- _Task instructions_
Your answer should be an exact copy of the lines from the start of the entries to the line containing "0 5px,transparent 0", both included.

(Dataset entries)
== Segment start ==

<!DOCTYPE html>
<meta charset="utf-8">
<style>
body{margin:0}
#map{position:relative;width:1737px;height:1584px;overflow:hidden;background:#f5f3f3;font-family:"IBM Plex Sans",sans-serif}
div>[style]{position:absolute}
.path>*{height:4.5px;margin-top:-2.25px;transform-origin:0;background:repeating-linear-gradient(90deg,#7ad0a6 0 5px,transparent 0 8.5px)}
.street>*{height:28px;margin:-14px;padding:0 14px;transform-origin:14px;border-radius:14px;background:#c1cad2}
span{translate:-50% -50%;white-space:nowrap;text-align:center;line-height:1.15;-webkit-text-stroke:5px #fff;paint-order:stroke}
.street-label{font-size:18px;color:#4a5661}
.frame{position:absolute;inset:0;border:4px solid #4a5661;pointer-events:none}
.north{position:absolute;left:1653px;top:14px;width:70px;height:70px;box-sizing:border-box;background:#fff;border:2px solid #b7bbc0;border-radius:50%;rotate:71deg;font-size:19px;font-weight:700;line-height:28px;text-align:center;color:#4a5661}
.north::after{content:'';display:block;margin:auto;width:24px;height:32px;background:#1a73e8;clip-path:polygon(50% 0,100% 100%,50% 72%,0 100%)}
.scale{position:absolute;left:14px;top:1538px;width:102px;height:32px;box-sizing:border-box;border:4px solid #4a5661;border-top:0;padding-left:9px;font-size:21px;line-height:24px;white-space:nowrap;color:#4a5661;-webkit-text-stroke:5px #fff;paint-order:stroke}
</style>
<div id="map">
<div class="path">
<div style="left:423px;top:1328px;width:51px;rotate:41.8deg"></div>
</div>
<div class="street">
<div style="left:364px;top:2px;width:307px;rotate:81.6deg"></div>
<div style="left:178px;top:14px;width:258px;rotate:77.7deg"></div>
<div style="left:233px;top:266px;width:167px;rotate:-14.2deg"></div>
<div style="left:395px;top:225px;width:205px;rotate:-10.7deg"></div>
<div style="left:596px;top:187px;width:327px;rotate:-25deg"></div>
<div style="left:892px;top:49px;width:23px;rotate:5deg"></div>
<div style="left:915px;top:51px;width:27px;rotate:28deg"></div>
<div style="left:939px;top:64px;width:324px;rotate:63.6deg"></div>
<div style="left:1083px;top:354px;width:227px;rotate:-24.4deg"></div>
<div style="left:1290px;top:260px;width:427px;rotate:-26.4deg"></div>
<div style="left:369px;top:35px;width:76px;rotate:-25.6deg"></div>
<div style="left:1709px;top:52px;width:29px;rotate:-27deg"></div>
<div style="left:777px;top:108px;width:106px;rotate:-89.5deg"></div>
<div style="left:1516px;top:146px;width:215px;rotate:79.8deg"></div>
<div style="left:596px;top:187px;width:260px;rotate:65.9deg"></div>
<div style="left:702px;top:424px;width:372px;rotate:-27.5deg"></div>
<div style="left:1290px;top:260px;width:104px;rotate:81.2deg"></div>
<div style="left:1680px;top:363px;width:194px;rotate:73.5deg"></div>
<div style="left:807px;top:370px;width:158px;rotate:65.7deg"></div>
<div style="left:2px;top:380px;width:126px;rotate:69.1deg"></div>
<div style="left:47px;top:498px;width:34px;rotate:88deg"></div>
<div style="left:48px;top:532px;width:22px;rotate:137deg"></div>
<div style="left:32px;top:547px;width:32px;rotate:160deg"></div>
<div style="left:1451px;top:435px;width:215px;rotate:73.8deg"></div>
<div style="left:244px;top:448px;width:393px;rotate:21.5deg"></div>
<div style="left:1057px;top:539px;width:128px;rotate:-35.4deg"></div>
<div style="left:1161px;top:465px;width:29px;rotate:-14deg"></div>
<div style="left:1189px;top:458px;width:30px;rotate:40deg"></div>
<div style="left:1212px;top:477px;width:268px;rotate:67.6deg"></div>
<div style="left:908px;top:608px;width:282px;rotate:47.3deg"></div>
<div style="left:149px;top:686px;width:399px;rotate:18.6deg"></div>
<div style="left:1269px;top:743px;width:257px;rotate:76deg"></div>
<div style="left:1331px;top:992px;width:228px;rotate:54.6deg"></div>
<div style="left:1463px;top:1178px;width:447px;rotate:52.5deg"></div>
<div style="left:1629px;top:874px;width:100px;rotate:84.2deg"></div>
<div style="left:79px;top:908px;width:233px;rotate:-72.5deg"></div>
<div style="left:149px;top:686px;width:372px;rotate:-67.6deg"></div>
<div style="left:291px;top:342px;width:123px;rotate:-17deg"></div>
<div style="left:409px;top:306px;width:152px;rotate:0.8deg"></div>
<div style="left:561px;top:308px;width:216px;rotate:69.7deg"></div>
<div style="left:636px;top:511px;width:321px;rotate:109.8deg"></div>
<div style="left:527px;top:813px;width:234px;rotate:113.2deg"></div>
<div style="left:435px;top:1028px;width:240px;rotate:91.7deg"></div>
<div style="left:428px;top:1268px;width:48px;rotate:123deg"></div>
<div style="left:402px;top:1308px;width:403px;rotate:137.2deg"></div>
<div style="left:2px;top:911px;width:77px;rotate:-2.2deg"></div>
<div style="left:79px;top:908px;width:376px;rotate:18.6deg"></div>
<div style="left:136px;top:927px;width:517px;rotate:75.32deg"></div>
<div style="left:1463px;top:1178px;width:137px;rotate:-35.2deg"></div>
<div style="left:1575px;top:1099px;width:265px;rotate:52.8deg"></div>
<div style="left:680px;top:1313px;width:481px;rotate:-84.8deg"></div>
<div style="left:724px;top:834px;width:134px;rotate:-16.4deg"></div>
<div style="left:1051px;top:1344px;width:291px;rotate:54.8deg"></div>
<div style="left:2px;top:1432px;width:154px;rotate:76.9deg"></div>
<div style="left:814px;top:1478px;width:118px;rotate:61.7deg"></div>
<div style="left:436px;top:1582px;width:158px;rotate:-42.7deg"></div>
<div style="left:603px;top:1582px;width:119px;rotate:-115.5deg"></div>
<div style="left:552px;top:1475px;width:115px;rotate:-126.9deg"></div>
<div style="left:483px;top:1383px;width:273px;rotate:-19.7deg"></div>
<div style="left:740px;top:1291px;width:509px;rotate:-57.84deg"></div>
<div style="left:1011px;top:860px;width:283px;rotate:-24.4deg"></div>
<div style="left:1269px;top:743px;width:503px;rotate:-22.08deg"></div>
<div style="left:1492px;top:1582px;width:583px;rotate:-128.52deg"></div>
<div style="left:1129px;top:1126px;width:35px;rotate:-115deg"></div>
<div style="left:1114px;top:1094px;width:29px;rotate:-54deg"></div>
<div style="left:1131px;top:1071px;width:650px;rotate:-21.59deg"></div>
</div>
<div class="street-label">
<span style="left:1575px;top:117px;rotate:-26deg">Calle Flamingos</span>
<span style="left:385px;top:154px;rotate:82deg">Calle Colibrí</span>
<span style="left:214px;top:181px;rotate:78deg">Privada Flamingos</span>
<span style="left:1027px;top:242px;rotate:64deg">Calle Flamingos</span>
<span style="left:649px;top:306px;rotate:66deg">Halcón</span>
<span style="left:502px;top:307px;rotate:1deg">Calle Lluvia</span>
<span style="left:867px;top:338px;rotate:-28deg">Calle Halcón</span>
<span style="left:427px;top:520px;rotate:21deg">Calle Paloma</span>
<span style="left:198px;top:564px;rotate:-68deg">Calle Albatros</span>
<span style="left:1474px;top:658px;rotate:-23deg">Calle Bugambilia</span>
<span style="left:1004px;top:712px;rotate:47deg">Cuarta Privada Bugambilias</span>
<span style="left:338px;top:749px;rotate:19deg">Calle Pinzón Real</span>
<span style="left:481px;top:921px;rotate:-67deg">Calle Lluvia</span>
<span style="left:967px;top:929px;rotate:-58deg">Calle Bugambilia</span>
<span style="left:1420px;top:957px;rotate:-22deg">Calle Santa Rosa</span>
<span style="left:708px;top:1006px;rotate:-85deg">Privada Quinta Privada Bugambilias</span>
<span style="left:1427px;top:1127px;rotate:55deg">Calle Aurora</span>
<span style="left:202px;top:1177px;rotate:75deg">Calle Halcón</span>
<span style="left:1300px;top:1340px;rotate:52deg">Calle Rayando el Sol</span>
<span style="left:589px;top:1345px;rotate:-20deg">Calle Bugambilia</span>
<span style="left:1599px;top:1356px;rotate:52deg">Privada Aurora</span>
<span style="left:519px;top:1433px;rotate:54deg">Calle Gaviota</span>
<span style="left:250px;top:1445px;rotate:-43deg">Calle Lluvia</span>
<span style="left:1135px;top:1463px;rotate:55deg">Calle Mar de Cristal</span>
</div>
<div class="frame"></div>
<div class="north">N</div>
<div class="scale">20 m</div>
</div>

== Segment end ==

- _Output of the exercise_
<!DOCTYPE html>
<meta charset="utf-8">
<style>
body{margin:0}
#map{position:relative;width:1737px;height:1584px;overflow:hidden;background:#f5f3f3;font-family:"IBM Plex Sans",sans-serif}
div>[style]{position:absolute}
.path>*{height:4.5px;margin-top:-2.25px;transform-origin:0;background:repeating-linear-gradient(90deg,#7ad0a6 0 5px,transparent 0 8.5px)}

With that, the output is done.